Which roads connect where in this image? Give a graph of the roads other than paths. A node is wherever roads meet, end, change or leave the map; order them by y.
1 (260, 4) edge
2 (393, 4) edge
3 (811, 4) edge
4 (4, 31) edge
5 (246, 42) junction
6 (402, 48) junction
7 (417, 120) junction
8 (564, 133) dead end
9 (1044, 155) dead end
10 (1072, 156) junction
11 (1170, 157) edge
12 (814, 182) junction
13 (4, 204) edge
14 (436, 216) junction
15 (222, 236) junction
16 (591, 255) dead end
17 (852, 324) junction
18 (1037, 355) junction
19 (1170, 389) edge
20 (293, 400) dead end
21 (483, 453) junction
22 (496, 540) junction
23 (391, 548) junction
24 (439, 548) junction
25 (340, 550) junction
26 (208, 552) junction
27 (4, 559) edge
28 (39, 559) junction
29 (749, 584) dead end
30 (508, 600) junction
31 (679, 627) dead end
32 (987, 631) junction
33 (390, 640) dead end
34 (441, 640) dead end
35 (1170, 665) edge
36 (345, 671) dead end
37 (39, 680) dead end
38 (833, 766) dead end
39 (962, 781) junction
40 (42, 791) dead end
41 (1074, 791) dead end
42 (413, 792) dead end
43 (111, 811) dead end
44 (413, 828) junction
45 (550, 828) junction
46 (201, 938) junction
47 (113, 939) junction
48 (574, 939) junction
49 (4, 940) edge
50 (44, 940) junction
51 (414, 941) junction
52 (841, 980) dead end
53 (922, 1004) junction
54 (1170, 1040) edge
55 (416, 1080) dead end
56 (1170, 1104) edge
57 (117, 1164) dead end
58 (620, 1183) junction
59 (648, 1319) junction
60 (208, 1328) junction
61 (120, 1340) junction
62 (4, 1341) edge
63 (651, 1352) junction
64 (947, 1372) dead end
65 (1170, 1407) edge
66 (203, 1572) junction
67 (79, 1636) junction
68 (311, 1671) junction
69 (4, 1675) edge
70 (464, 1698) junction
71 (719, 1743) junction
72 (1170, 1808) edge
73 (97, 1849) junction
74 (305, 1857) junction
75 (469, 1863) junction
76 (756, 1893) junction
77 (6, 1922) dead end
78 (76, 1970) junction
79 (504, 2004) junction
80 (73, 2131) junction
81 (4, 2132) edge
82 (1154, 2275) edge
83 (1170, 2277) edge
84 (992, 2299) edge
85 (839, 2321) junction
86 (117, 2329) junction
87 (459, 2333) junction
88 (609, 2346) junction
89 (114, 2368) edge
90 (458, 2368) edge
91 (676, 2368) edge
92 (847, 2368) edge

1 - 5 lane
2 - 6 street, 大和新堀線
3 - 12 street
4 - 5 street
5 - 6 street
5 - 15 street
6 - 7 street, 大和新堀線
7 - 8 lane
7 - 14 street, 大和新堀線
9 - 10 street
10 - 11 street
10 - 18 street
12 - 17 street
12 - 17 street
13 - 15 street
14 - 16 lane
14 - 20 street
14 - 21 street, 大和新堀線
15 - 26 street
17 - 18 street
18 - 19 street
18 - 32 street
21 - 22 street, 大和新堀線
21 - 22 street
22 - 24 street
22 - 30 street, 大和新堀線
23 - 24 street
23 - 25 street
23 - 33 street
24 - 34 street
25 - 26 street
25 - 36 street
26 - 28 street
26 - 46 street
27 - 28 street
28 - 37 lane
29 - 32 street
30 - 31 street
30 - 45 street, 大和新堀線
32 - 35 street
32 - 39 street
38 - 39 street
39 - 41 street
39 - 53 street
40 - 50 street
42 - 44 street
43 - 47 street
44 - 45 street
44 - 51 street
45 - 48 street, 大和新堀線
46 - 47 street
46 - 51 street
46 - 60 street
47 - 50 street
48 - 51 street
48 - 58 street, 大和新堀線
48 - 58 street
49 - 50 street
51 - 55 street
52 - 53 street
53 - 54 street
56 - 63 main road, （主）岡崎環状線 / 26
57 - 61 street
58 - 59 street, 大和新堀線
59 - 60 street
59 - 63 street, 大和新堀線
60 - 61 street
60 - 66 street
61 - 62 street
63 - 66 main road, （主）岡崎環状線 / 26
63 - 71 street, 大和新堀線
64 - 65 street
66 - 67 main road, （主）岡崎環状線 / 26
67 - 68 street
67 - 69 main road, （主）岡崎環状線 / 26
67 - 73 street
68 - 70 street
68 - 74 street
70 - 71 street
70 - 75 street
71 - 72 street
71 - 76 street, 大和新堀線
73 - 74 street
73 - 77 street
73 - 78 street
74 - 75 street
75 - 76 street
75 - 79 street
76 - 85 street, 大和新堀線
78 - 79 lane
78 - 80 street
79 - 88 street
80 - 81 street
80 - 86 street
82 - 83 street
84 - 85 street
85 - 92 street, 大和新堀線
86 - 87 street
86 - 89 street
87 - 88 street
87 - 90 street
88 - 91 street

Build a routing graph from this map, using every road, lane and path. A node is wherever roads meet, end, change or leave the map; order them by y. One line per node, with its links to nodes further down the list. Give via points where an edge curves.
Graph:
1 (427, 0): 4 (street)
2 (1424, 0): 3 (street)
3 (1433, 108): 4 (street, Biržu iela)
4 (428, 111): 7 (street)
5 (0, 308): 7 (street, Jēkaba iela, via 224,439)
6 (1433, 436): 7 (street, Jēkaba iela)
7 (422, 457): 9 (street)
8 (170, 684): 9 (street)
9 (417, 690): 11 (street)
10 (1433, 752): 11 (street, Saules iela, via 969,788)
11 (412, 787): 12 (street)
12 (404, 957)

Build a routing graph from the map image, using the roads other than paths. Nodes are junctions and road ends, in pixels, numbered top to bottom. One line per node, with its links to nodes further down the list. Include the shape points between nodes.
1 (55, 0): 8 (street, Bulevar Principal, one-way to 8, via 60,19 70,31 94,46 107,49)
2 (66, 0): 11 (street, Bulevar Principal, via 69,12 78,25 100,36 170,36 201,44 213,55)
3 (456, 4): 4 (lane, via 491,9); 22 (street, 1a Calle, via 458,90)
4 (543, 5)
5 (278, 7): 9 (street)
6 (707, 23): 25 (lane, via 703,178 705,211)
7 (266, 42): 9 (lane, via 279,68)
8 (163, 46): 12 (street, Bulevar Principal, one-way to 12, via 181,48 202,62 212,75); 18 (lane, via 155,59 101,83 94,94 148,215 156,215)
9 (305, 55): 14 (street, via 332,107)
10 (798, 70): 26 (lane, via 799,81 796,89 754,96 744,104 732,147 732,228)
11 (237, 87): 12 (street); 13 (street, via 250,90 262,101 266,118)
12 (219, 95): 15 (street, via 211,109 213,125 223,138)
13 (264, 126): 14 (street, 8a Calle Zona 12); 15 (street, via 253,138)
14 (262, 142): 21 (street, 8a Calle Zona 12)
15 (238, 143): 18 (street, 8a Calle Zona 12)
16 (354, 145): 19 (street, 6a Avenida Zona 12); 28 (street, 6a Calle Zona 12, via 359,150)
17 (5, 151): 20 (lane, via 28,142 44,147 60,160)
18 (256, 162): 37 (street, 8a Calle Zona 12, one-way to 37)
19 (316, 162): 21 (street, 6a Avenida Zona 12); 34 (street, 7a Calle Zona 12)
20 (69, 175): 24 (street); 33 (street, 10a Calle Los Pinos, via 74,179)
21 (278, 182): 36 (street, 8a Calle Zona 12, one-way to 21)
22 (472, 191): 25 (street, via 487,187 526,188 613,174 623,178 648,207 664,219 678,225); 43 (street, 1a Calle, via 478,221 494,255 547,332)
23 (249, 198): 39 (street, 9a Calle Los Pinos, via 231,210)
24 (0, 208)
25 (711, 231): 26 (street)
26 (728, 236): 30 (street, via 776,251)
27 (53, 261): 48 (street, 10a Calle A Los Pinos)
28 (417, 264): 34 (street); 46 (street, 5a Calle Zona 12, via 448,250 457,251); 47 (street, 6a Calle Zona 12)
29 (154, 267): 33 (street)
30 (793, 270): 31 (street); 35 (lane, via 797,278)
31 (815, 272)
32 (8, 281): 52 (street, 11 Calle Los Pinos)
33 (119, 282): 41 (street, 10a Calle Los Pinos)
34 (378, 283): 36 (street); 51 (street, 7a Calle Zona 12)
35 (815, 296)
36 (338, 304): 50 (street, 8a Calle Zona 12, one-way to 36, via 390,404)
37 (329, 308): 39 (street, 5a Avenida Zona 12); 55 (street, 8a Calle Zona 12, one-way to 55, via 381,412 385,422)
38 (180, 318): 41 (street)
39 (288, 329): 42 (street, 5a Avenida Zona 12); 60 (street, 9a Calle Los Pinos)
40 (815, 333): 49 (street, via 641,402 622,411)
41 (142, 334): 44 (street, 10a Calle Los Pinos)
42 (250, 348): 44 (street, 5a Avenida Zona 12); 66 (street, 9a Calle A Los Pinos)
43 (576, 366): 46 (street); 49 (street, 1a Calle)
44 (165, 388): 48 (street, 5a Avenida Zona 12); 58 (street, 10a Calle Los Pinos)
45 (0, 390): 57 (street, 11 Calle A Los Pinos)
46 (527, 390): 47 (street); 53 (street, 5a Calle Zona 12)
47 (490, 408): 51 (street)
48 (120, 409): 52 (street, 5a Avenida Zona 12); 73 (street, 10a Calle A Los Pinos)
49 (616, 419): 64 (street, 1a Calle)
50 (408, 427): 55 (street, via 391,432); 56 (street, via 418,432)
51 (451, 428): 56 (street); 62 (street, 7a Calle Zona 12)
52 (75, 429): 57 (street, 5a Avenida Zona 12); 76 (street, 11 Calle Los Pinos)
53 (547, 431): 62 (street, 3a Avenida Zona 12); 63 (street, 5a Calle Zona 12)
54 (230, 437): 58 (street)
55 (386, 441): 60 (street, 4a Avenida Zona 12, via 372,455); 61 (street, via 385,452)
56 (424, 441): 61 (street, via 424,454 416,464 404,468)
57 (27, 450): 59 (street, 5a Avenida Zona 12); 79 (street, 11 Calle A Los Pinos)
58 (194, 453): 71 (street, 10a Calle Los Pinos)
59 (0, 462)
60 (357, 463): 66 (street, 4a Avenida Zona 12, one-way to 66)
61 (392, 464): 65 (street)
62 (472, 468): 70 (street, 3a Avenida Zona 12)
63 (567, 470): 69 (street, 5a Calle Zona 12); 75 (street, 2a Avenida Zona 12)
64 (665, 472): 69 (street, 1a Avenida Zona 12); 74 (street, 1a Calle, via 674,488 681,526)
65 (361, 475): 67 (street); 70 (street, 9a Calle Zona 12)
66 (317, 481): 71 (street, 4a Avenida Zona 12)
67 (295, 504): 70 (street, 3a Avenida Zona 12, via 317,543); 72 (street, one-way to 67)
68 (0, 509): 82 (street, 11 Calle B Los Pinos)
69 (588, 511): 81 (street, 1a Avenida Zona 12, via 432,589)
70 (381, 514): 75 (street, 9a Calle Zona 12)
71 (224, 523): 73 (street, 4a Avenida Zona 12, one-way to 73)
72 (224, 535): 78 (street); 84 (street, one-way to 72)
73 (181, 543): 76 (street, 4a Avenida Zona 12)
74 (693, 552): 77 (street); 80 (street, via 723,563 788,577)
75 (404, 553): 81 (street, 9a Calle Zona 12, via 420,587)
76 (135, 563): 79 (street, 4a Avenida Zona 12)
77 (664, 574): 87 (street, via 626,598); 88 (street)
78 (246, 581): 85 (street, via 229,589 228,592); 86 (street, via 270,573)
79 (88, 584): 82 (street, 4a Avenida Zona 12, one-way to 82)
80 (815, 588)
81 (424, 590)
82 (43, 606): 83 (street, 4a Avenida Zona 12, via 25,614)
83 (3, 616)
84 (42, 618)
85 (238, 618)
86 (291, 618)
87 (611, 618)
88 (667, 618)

^^^^^^^^

__PROBLEM STATEMENT__: Look over the listing above and copy each line that contains "wherever".

__ANSWER TO THIS EXERCISE__:
Which roads connect where in this image? Give a graph of the roads other than paths. A node is wherever roads meet, end, change or leave the map; order them by y.
Build a routing graph from this map, using every road, lane and path. A node is wherever roads meet, end, change or leave the map; order them by y. One line per node, with its links to nodes further down the list. Give via points where an edge curves.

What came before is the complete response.